To meet the bona fide residence test or the physical presence test, you must live in or be present in a foreign country for the required time period. A foreign country usually is any territory (including the air space and territorial waters) under the sovereignty of a government other than that of the United States. For purposes of the foreign earned income exclusion, “territorial waters” are those waters that are within 12 nautical miles of the foreign country. The term "foreign country" includes the seabed and subsoil of those submarine areas adjacent to the territorial waters of a foreign country and over which the foreign country has exclusive rights under international law to explore and exploit the natural resources.
The term "foreign country" does not include U.S. territories such as Puerto Rico, Guam, the Commonwealth of the Northern Mariana Islands, the U.S. Virgin Islands, or American Samoa. For purposes of the foreign earned income exclusion, the foreign housing exclusion, and the foreign housing deduction, the terms "foreign," "abroad," and "overseas" refer to areas outside the United States, American Samoa, Guam, the Commonwealth of the Northern Mariana Islands, Puerto Rico, the U.S. Virgin Islands, and the Antarctic region. The term "foreign country" does not include international waters or airspace, nor does it include offshore installations that are located outside the territorial waters of any foreign country.
Your tax home is the general area of your main place of business, employment, or post of duty, regardless of where you maintain your family home. Your tax home is the place where you are permanently or indefinitely engaged to work as an employee or self-employed individual. Having a "tax home" in a given location does not necessarily mean that the given location is your residence or domicile for tax purposes.
If you do not have a regular or main place of business because of the nature of your work, your tax home may be the place where you regularly live. If you have neither a regular or main place of business nor a place where you regularly live, you are considered an itinerant and your tax home is wherever you work.
You are not considered to have a tax home in a foreign country for any period during which your abode is in the United States unless, for tax years beginning after December 31, 2017, you are serving in support of the Armed Forces of the United States in an area designated as a combat zone.

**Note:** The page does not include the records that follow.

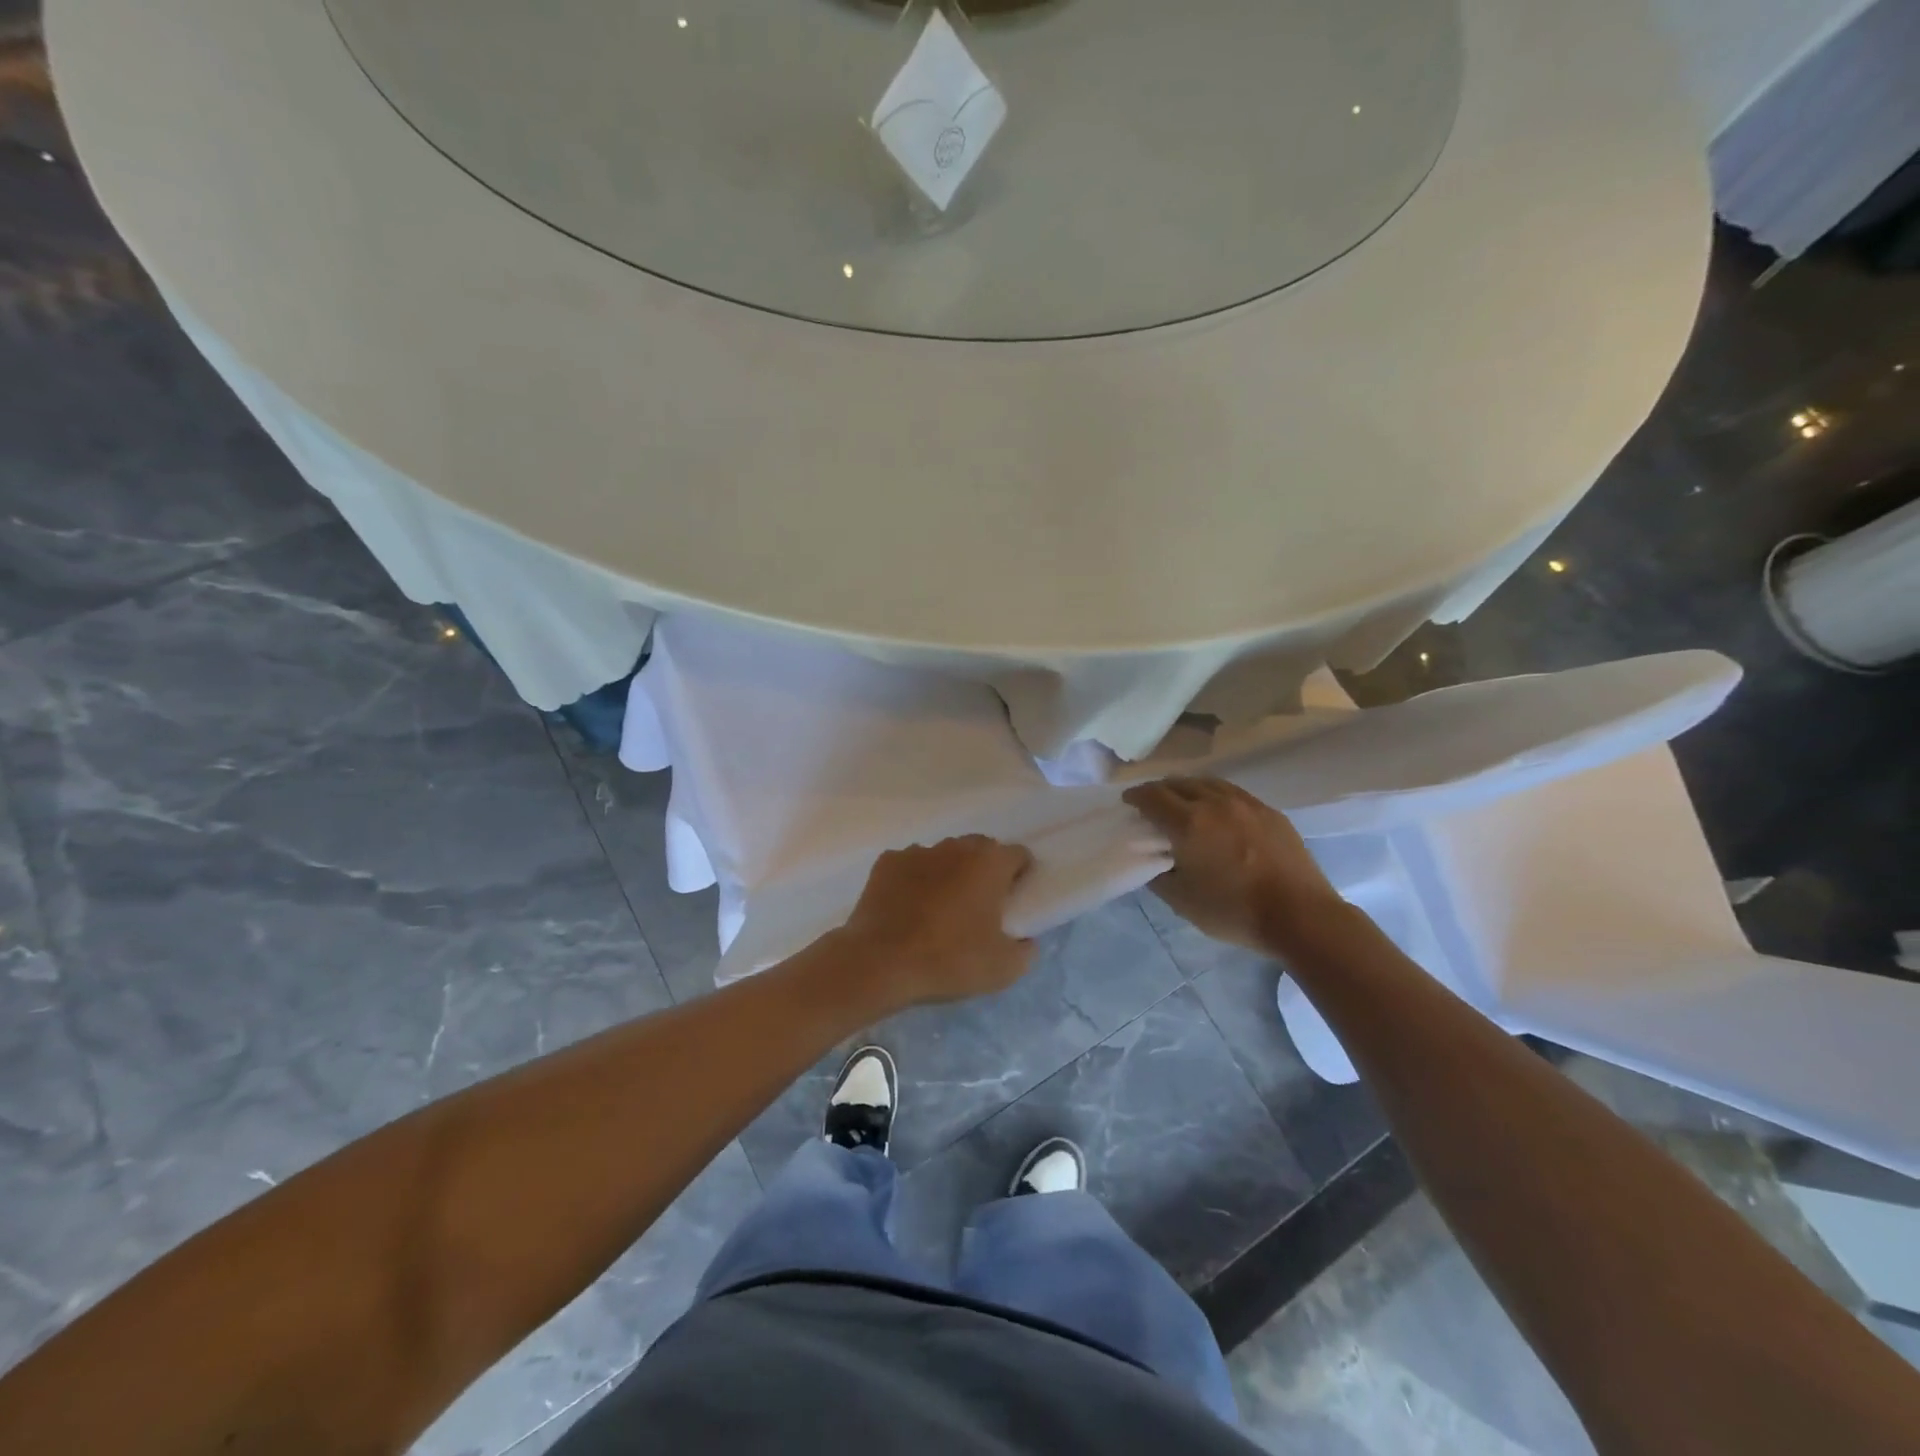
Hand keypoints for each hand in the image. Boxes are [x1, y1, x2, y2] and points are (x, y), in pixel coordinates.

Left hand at [836, 836, 1035, 1011]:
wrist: (880, 962)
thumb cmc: (949, 960)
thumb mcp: (1004, 969)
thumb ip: (1026, 949)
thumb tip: (1025, 940)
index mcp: (989, 864)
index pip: (1018, 855)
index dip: (1021, 875)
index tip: (1014, 900)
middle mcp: (955, 847)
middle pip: (980, 849)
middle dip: (985, 870)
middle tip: (980, 905)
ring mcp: (918, 851)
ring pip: (944, 856)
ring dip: (949, 873)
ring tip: (940, 908)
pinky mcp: (886, 862)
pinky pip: (911, 866)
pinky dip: (915, 880)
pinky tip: (908, 908)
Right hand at [1123, 777, 1340, 952]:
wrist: (1300, 916)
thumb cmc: (1234, 911)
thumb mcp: (1182, 901)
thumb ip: (1159, 875)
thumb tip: (1154, 860)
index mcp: (1188, 823)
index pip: (1152, 797)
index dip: (1135, 797)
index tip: (1128, 802)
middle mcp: (1214, 803)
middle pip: (1179, 783)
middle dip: (1160, 790)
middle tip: (1153, 804)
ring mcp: (1246, 804)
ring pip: (1208, 783)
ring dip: (1188, 789)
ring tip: (1184, 802)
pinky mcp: (1269, 812)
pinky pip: (1233, 793)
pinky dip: (1215, 795)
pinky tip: (1218, 811)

The location of your abode is based on where you maintain your family, economic, and personal ties. Your abode is not necessarily in the United States merely because you maintain a dwelling in the United States, whether or not your spouse or dependents use the dwelling. Your abode is also not necessarily in the United States while you are temporarily in the United States. However, these factors can contribute to you having an abode in the United States.
"Abode" has been variously defined as one's home, habitation, residence, domicile, or place of dwelling. It does not mean your principal place of business. "Abode" has a domestic rather than a vocational meaning and does not mean the same as "tax home." The location of your abode often will depend on where you maintain your economic, family, and personal ties.

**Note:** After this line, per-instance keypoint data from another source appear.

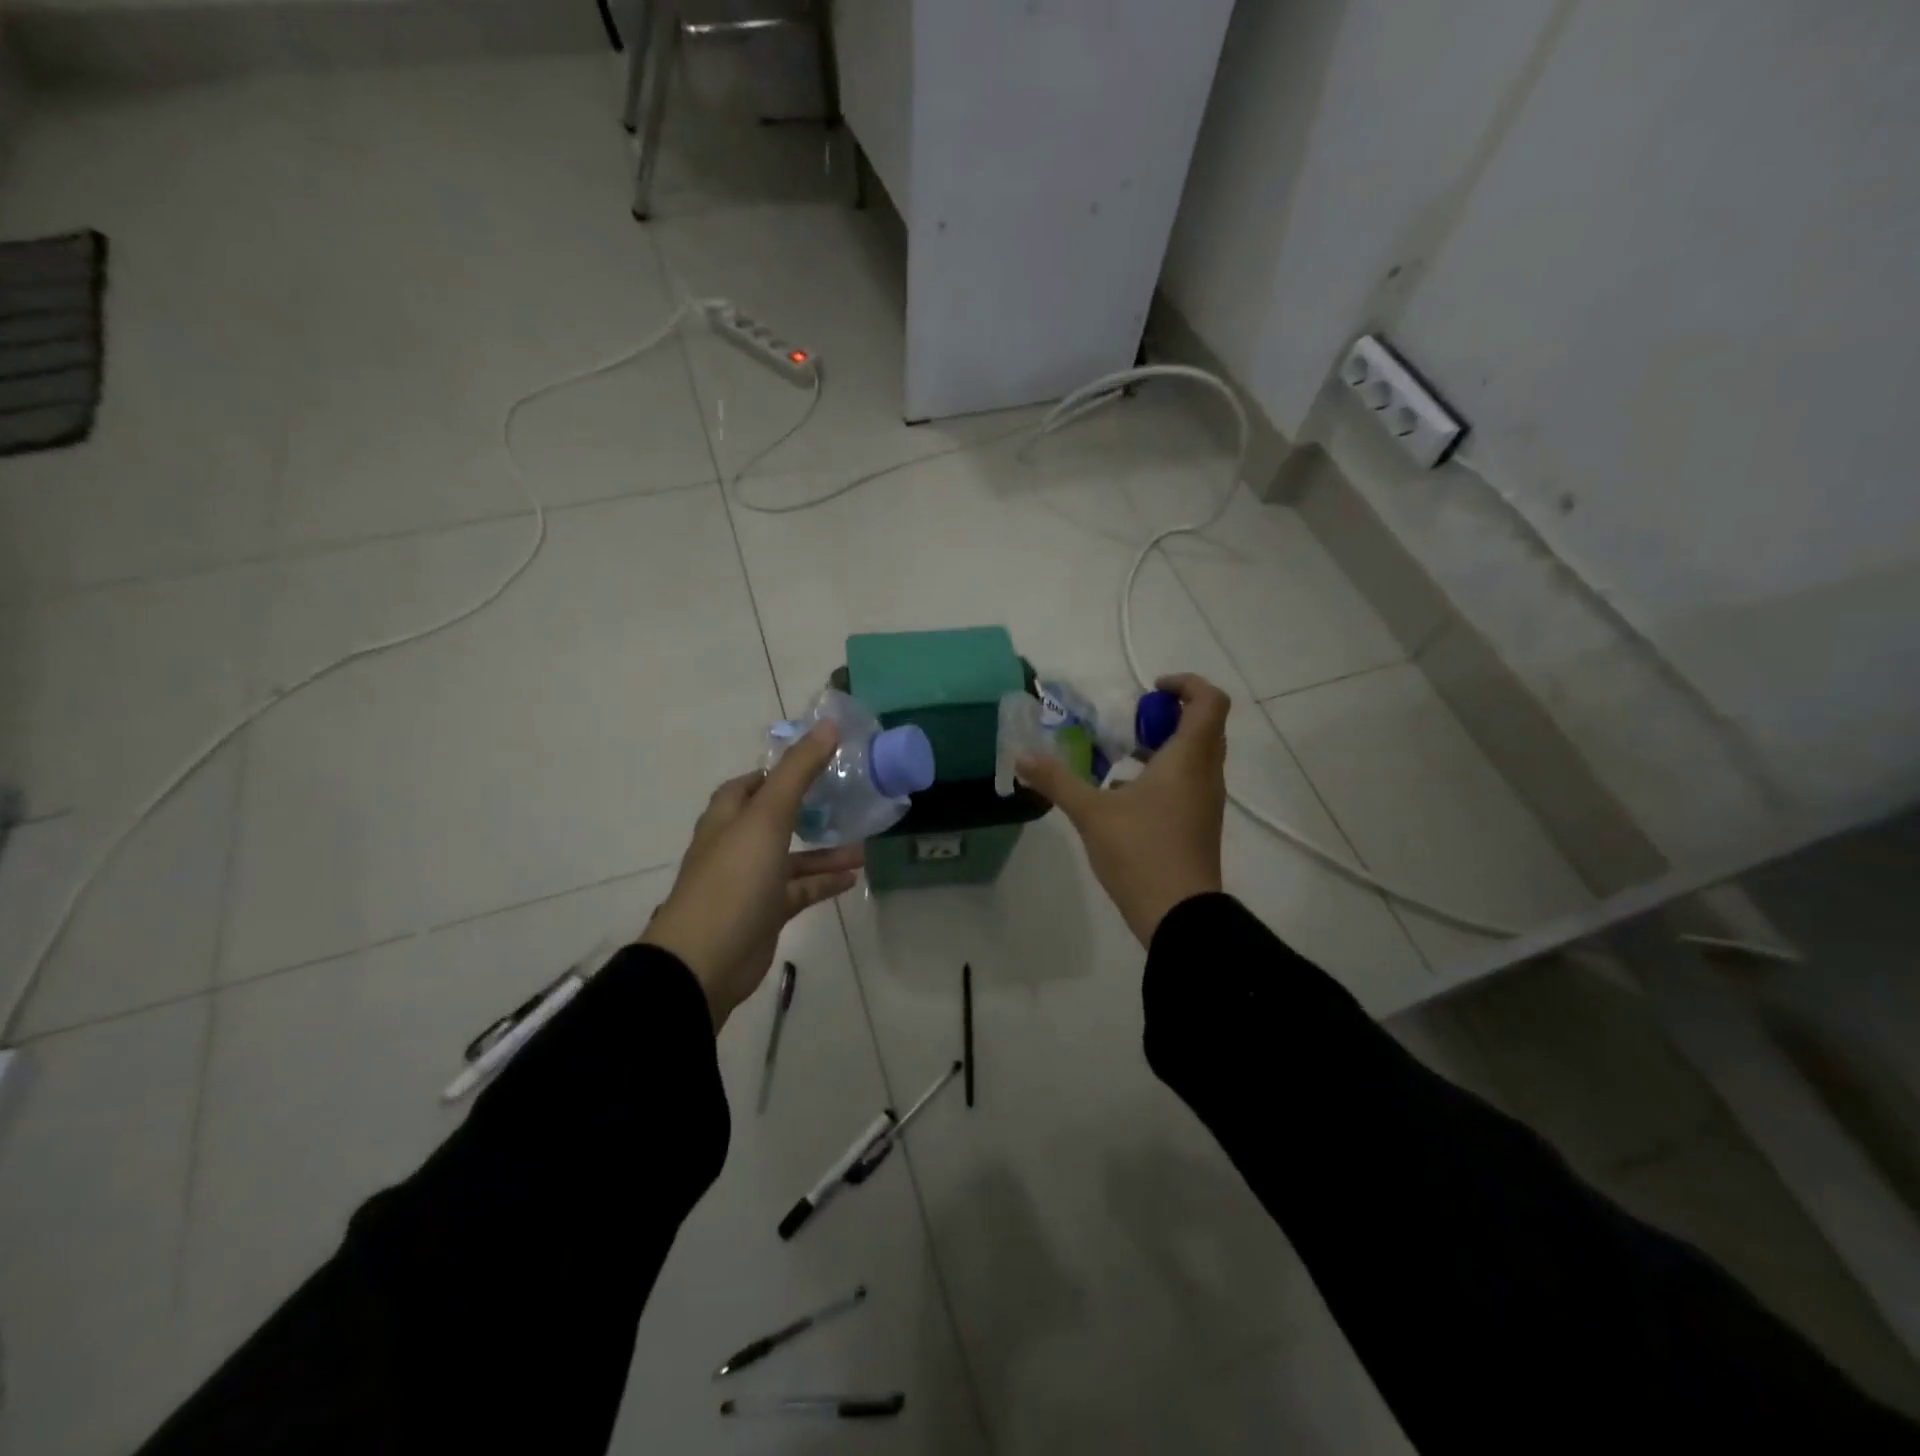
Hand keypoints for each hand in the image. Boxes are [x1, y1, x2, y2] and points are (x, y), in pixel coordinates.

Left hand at [641, 722, 863, 1029]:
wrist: (705, 960)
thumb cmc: (734, 879)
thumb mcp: (768, 817)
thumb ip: (799, 771)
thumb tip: (828, 725)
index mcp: (728, 817)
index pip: (751, 783)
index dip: (780, 771)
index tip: (818, 763)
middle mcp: (737, 844)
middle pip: (776, 818)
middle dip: (810, 809)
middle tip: (848, 800)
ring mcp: (751, 881)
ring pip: (793, 857)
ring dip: (825, 850)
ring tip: (865, 843)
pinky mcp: (765, 912)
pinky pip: (800, 890)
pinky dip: (824, 882)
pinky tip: (854, 876)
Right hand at [1016, 673, 1228, 945]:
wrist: (1179, 915)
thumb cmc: (1141, 852)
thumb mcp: (1091, 813)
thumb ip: (1057, 780)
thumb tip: (1021, 757)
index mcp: (1189, 759)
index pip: (1209, 701)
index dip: (1185, 684)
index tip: (1149, 689)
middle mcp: (1206, 774)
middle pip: (1203, 725)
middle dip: (1167, 715)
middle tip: (1129, 722)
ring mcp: (1205, 801)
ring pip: (1195, 756)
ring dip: (1164, 745)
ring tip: (1120, 755)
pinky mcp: (1198, 824)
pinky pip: (1187, 782)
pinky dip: (1162, 774)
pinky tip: (1123, 796)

You are employed on an offshore oil rig in the territorial waters of a foreign country and work a 28-day on/28-day off schedule. You return to your family residence in the United States during your off periods. You are considered to have an abode in the United States and do not satisfy the tax home test in the foreign country. You cannot claim either of the exclusions or the housing deduction.

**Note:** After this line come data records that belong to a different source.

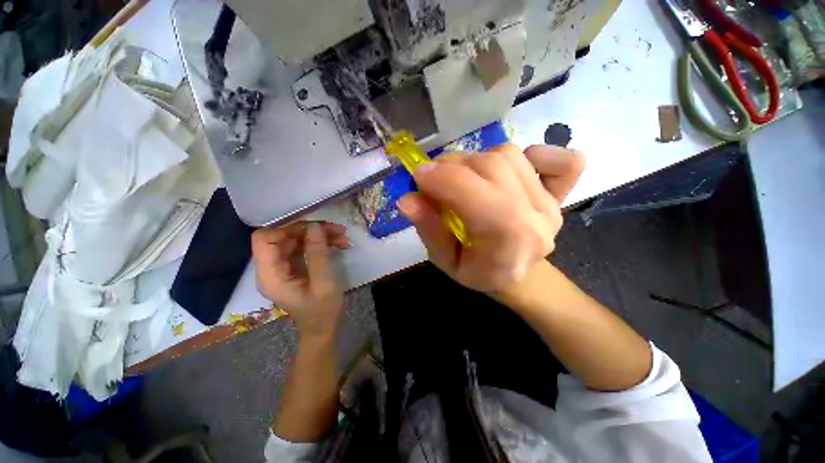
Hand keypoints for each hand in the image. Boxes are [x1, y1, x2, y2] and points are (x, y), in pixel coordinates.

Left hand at [251, 221, 349, 336]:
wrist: (322, 327)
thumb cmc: (322, 310)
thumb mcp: (323, 282)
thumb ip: (317, 254)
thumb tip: (315, 226)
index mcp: (270, 275)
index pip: (264, 239)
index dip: (286, 229)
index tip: (313, 228)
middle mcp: (271, 268)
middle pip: (283, 237)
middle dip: (310, 230)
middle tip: (336, 230)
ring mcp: (283, 266)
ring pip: (296, 240)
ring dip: (319, 235)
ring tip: (342, 236)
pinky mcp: (294, 266)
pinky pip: (304, 247)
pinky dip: (320, 243)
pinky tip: (339, 243)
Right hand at [397, 144, 583, 292]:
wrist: (518, 277)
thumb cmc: (479, 273)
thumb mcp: (445, 262)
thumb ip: (429, 230)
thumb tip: (407, 199)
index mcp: (508, 241)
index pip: (474, 193)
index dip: (440, 178)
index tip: (417, 176)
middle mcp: (536, 216)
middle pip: (491, 165)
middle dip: (452, 166)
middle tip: (435, 180)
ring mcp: (551, 202)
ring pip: (509, 154)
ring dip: (476, 159)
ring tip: (463, 178)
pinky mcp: (561, 193)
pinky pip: (562, 159)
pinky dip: (533, 154)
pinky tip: (512, 168)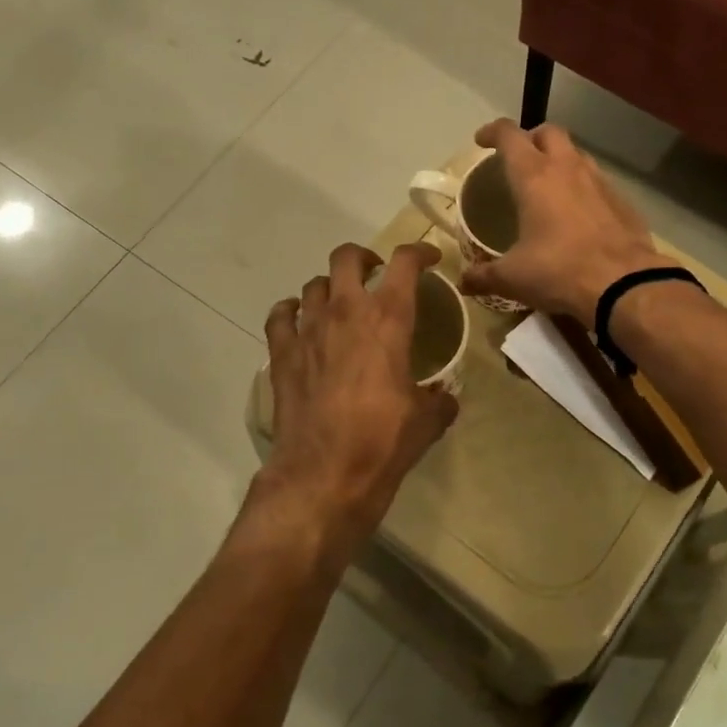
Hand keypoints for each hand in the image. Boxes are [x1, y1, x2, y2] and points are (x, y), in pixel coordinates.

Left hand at [257, 242, 459, 565]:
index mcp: (388, 319)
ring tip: (340, 303)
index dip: (420, 253)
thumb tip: (446, 397)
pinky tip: (299, 320)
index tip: (431, 260)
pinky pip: (280, 316)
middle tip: (376, 274)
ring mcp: (307, 331)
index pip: (405, 264)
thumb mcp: (427, 420)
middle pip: (347, 257)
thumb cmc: (383, 441)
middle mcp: (345, 312)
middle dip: (365, 257)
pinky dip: (290, 311)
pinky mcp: (281, 354)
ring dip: (330, 287)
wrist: (324, 474)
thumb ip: (441, 399)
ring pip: (313, 284)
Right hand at [461, 120, 676, 325]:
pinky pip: (599, 182)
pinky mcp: (624, 201)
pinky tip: (580, 214)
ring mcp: (601, 182)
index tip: (481, 141)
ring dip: (560, 161)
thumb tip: (463, 282)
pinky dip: (584, 188)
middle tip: (519, 160)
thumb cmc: (558, 272)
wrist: (624, 285)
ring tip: (549, 186)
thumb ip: (484, 276)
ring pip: (577, 154)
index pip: (509, 135)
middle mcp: (568, 168)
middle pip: (549, 132)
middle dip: (531, 138)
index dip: (492, 132)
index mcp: (534, 176)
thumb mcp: (512, 278)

Your employer transferred you to a foreign country for an indefinite period. You kept ownership of your home in the United States but rented it to another family. You placed your car in storage. In November of last year, you moved your spouse, children, furniture, and family pets to a home your employer rented for you in London.
Shortly after moving, you leased a car, and you and your spouse got driving licenses in the foreign country. Your entire family got library cards for the local public library. You and your spouse opened bank accounts with a bank in the foreign country. You joined a local business league, and both you and your spouse became active in the neighborhood civic association and worked with a local charity. Your abode is in the foreign country for the time you live there, and you satisfy the tax home test in the foreign country.
Temporary or Indefinite Assignment
The location of your tax home often depends on whether your assignment is temporary or indefinite. If you are temporarily absent from your tax home in the United States on business, you do not qualify for the foreign earned income exclusion. If your foreign work assignment is for an indefinite period and your abode is not in the United States, your tax home is in a foreign country.
If you expect your employment away from home in a single location to last, and it does last, for 1 year or less, it is temporary unless facts and circumstances indicate otherwise. If you expect it to last for more than 1 year, it is indefinite.
If you expect your employment to last for 1 year or less, but at some later date you expect it to last longer than 1 year, it is temporary (in the absence of facts and circumstances indicating otherwise) until your expectation changes.